───── Task material
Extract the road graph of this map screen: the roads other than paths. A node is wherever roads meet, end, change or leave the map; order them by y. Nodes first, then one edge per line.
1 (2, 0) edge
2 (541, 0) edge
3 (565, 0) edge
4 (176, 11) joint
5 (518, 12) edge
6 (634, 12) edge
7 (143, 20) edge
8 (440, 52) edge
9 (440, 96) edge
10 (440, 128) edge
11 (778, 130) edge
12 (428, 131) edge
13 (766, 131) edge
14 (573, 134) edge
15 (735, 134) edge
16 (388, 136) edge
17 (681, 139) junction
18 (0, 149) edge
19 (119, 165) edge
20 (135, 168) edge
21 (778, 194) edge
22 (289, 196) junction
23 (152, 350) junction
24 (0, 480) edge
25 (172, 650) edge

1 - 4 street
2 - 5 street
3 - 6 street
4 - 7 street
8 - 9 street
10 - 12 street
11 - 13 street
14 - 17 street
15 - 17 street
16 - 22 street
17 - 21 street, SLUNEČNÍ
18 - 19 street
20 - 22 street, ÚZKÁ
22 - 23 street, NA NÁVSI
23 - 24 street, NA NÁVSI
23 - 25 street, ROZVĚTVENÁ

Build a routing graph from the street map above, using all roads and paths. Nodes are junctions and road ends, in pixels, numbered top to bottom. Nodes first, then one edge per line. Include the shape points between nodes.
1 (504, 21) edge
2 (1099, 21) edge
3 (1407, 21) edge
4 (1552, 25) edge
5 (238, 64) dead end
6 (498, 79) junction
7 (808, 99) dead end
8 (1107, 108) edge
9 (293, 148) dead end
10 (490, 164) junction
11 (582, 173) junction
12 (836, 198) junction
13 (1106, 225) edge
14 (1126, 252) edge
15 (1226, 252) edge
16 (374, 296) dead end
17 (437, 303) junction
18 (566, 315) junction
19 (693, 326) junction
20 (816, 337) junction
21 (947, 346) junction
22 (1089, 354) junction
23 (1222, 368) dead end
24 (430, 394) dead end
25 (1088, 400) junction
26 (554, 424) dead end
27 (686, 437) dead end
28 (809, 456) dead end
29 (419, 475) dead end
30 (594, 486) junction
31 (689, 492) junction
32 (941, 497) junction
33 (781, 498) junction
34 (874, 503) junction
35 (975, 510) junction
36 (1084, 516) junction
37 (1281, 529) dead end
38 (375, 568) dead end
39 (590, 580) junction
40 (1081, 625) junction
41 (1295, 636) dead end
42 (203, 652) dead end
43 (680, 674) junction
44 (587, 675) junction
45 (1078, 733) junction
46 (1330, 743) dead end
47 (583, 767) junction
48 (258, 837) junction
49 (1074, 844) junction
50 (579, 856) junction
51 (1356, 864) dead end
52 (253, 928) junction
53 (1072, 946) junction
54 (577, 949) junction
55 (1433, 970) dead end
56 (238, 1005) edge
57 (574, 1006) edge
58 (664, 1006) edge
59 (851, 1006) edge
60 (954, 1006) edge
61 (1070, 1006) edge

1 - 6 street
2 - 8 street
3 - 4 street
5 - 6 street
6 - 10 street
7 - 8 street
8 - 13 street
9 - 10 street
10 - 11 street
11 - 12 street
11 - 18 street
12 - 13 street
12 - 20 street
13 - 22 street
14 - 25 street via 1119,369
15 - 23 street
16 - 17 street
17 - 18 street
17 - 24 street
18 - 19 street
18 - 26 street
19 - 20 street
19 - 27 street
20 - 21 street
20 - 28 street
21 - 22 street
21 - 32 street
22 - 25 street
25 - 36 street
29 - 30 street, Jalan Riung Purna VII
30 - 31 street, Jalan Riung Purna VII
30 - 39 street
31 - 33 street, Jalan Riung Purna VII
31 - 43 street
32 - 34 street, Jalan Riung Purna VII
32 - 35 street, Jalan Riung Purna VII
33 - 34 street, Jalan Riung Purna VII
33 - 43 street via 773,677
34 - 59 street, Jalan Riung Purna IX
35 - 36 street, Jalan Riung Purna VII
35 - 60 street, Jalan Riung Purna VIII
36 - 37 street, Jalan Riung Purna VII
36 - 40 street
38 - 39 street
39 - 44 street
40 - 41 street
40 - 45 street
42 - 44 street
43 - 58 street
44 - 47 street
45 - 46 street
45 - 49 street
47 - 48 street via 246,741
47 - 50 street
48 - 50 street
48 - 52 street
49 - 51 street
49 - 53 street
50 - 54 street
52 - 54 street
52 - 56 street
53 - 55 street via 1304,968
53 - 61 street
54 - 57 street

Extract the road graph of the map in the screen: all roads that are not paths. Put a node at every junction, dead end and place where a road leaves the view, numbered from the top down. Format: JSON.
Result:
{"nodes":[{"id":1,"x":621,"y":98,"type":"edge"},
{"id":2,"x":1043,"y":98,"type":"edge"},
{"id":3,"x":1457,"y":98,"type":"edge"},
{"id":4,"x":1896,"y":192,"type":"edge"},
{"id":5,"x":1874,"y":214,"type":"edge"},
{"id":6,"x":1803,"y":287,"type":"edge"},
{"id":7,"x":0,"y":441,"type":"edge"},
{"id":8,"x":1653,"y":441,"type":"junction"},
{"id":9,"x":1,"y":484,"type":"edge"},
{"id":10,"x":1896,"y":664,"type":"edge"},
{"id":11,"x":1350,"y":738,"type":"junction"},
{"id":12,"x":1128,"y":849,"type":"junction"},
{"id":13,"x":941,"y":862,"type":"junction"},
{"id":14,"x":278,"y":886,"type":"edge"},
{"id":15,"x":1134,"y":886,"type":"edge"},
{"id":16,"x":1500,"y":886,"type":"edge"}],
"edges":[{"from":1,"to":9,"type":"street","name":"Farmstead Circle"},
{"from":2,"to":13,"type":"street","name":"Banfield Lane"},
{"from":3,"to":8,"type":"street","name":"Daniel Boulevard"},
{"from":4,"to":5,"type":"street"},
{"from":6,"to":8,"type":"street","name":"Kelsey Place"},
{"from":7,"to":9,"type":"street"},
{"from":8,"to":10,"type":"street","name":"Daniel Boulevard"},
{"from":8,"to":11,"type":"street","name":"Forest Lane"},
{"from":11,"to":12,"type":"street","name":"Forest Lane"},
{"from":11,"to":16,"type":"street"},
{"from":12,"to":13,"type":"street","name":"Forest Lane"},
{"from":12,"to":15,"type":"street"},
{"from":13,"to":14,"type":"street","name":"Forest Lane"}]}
──────────
What needs to be done →
All of the entries above must be output word for word.

Finished exercise →
Extract the road graph of this map screen: the roads other than paths. A node is wherever roads meet, end, change or leave the map; order them by y. Nodes first, then one edge per line.
1 (2, 0) edge
2 (541, 0) edge
3 (565, 0) edge
4 (176, 11) joint
5 (518, 12) edge
6 (634, 12) edge
7 (143, 20) edge
8 (440, 52) edge
9 (440, 96) edge
10 (440, 128) edge
11 (778, 130) edge
12 (428, 131) edge
13 (766, 131) edge
14 (573, 134) edge
15 (735, 134) edge
16 (388, 136) edge
17 (681, 139) junction
18 (0, 149) edge
19 (119, 165) edge
20 (135, 168) edge
21 (778, 194) edge
22 (289, 196) junction
23 (152, 350) junction
24 (0, 480) edge
25 (172, 650) edge

1 - 4 street
2 - 5 street
3 - 6 street
4 - 7 street
8 - 9 street
10 - 12 street
11 - 13 street
14 - 17 street
15 - 17 street
16 - 22 street
17 - 21 street, SLUNEČNÍ
18 - 19 street
20 - 22 street, ÚZKÁ
22 - 23 street, NA NÁVSI
23 - 24 street, NA NÁVSI
23 - 25 street, ROZVĚTVENÁ

Build a routing graph from the street map above, using all roads and paths. Nodes are junctions and road ends, in pixels, numbered top to bottom. Nodes first, then one edge per line. Include the shape points between nodes.
1 (504, 21) edge
2 (1099, 21) edge
3 (1407, 21) edge
4 (1552, 25) edge
5 (238, 64) dead end
6 (498, 79) junction
7 (808, 99) dead end
8 (1107, 108) edge
9 (293, 148) dead end
10 (490, 164) junction
11 (582, 173) junction
12 (836, 198) junction
13 (1106, 225) edge
14 (1126, 252) edge
15 (1226, 252) edge
16 (374, 296) dead end
17 (437, 303) junction
18 (566, 315) junction
19 (693, 326) junction
20 (816, 337) junction
21 (947, 346) junction
22 (1089, 354) junction
23 (1222, 368) dead end
24 (430, 394) dead end
25 (1088, 400) junction
26 (554, 424) dead end
27 (686, 437) dead end
28 (809, 456) dead end
29 (419, 475) dead end
30 (594, 486) junction
31 (689, 492) junction
32 (941, 497) junction
33 (781, 498) junction
34 (874, 503) junction
35 (975, 510) junction
36 (1084, 516) junction
37 (1281, 529) dead end
38 (375, 568) dead end
39 (590, 580) junction
40 (1081, 625) junction
41 (1295, 636) dead end
42 (203, 652) dead end
43 (680, 674) junction
44 (587, 675) junction
45 (1078, 733) junction
46 (1330, 743) dead end
47 (583, 767) junction
48 (258, 837) junction
49 (1074, 844) junction
50 (579, 856) junction
51 (1356, 864) dead end
52 (253, 928) junction
53 (1072, 946) junction
54 (577, 949) junction
55 (1433, 970) dead end
56 (238, 1005) edge
57 (574, 1006) edge
58 (664, 1006) edge
59 (851, 1006) edge
60 (954, 1006) edge
61 (1070, 1006) edge

1 - 6 street
2 - 8 street
3 - 4 street
5 - 6 street
6 - 10 street
7 - 8 street
8 - 13 street
9 - 10 street
10 - 11 street
11 - 12 street
11 - 18 street
12 - 13 street
12 - 20 street
13 - 22 street
14 - 25 street via 1119,369
15 - 23 street
16 - 17 street
17 - 18 street
17 - 24 street
18 - 19 street
18 - 26 street
19 - 20 street
19 - 27 street
20 - 21 street
20 - 28 street
21 - 22 street
21 - 32 street
22 - 25 street
25 - 36 street
29 - 30 street, Jalan Riung Purna VII
30 - 31 street, Jalan Riung Purna VII
30 - 39 street
31 - 33 street, Jalan Riung Purna VII
31 - 43 street
32 - 34 street, Jalan Riung Purna VII
32 - 35 street, Jalan Riung Purna VII
33 - 34 street, Jalan Riung Purna VII
33 - 43 street via 773,677
34 - 59 street, Jalan Riung Purna IX
35 - 36 street, Jalan Riung Purna VII
35 - 60 street, Jalan Riung Purna VIII
36 - 37 street, Jalan Riung Purna VII
36 - 40 street
38 - 39 street
39 - 44 street
40 - 41 street
40 - 45 street
42 - 44 street
43 - 58 street
44 - 47 street
45 - 46 street
45 - 49 street
47 - 48 street via 246,741
47 - 50 street
48 - 50 street
48 - 52 street
49 - 51 street
49 - 53 street
50 - 54 street
52 - 54 street
52 - 56 street
53 - 55 street via 1304,968
53 - 61 street
54 - 57 street

Extract the road graph of the map in the screen: all roads that are not paths. Put a node at every junction, dead end and place where a road leaves the view, numbered from the top down. Format: JSON.
Result:
{"nodes":[{"id":1,"x":621,"y":98,"type":"edge"},
{"id":2,"x":1043,"y":98,"type":"edge"},
{"id":3,"x":1457,"y":98,"type":"edge"},
{"id":4,"x":1896,"y":192,"type":"edge"},
{"id":5,"x":1874,"y":214,"type":"edge"},
{"id":6,"x":1803,"y":287,"type":"edge"},
{"id":7,"x":0,"y":441,"type":"edge"},
{"id":8,"x":1653,"y":441,"type":"junction"},
{"id":9,"x":1,"y":484,"type":"edge"},
{"id":10,"x":1896,"y":664,"type":"edge"},
{"id":11,"x":1350,"y":738,"type":"junction"},
{"id":12,"x":1128,"y":849,"type":"junction"},
{"id":13,"x":941,"y":862,"type":"junction"},
{"id":14,"x":278,"y":886,"type":"edge"},
{"id":15,"x":1134,"y":886,"type":"edge"},
{"id":16,"x":1500,"y":886,"type":"edge"}],
"edges":[{"from":1,"to":9,"type":"street","name":"Farmstead Circle"},
{"from":2,"to":13,"type":"street","name":"Banfield Lane"},
{"from":3,"to":8,"type":"street","name":"Daniel Boulevard"},
{"from":4,"to":5,"type":"street"},
{"from":6,"to":8,"type":"street","name":"Kelsey Place"},
{"from":7,"to":9,"type":"street"},
{"from":8,"to":10,"type":"street","name":"Daniel Boulevard"},
{"from":8,"to":11,"type":"street","name":"Forest Lane"},
{"from":11,"to":12,"type":"street","name":"Forest Lane"},
{"from":11,"to":16,"type":"street"},
{"from":12,"to":13,"type":"street","name":"Forest Lane"},
{"from":12,"to":15,"type":"street"},
{"from":13,"to":14,"type":"street","name":"Forest Lane"}]}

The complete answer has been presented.